*What is required*.
Keep only the lines of the material below that contain the word "HILLTOP". Copy those lines.

*Information provided*.
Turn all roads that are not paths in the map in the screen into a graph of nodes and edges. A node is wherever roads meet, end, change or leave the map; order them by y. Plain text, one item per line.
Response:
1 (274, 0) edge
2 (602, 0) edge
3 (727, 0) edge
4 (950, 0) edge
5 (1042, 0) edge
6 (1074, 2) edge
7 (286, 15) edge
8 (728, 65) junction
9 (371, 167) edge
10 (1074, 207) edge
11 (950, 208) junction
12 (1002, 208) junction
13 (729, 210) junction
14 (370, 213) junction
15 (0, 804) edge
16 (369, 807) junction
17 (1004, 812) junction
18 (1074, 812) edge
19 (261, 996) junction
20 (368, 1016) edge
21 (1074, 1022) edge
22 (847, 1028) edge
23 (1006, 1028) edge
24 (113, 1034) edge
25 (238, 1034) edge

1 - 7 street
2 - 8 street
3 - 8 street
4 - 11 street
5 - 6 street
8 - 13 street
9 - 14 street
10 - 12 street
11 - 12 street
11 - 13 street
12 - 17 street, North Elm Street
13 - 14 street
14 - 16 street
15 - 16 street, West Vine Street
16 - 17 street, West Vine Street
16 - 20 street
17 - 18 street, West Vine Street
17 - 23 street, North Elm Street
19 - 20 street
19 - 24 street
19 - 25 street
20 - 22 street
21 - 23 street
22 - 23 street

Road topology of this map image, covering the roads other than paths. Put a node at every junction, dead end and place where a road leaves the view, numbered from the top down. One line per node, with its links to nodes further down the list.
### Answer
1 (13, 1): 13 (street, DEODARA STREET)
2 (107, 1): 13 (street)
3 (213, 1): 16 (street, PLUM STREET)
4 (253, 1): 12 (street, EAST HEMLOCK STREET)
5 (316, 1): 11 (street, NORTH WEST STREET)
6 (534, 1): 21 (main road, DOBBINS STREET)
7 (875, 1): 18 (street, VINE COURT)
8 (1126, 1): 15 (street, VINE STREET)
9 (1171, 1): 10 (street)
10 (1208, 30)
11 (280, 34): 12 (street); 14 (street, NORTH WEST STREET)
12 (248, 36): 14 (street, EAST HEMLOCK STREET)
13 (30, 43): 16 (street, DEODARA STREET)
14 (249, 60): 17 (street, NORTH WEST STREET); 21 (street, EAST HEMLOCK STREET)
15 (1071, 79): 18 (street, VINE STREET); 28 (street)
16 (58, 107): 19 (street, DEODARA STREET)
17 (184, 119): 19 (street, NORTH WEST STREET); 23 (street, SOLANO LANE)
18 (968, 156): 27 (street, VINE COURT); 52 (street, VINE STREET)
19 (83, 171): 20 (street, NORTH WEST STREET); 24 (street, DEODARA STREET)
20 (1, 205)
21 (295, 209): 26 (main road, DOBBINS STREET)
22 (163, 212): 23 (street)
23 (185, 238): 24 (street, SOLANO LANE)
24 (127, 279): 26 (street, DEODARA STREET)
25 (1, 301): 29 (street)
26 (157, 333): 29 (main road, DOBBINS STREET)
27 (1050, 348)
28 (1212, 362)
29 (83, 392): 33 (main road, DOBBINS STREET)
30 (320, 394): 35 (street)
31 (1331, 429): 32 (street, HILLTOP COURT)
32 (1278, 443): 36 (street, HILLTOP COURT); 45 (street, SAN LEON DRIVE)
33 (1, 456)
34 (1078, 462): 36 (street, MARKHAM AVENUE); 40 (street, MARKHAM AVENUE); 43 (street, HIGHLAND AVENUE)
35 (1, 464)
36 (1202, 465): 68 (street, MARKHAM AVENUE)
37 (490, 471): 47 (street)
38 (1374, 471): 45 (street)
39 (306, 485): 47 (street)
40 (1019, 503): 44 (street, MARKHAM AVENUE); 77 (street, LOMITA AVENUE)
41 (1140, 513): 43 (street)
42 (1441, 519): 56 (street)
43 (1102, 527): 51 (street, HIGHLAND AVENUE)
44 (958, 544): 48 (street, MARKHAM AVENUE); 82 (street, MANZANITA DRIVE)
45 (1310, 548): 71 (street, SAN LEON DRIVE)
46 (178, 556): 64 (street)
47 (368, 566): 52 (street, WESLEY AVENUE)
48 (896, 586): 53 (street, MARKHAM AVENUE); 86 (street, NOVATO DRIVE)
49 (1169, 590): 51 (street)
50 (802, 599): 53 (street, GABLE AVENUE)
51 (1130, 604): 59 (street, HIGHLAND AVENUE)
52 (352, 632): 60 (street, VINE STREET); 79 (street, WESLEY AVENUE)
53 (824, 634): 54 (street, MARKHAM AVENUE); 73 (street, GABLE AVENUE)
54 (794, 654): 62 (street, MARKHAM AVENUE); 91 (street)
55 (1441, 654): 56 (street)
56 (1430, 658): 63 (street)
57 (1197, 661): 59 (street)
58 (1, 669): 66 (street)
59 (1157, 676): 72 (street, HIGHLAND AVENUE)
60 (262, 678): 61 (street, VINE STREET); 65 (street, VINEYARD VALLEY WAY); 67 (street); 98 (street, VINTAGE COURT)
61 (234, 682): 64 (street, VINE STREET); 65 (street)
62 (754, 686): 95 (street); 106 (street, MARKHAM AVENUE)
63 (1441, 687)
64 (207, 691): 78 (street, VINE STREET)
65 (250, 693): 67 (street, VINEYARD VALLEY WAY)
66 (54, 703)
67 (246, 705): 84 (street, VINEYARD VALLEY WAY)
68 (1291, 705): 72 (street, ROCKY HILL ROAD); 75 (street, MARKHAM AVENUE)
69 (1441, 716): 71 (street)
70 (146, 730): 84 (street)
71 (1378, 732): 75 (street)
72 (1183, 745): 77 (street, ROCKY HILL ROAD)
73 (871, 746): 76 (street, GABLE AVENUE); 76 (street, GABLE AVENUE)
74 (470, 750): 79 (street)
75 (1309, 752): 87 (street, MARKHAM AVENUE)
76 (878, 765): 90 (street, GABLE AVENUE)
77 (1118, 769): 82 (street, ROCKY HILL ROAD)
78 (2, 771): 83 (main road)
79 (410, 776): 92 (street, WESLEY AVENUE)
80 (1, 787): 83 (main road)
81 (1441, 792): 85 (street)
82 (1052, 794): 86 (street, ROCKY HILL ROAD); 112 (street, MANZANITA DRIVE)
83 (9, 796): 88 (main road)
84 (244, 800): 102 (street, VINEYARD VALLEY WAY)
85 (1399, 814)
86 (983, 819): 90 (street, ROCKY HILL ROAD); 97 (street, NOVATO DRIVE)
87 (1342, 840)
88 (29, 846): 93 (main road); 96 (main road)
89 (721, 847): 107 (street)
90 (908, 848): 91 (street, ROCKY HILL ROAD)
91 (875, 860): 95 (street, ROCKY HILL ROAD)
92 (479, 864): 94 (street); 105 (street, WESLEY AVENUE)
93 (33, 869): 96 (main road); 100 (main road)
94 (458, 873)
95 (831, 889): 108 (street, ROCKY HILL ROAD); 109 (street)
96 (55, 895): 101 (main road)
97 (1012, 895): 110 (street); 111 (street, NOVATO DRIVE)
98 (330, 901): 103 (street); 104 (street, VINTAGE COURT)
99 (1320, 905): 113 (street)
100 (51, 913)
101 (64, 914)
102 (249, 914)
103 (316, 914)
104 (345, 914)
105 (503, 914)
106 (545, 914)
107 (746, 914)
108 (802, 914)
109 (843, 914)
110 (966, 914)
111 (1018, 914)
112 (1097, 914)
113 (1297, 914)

*Answer to this problem*.
31 (1331, 429): 32 (street, HILLTOP COURT)
32 (1278, 443): 36 (street, HILLTOP COURT); 45 (street, SAN LEON DRIVE)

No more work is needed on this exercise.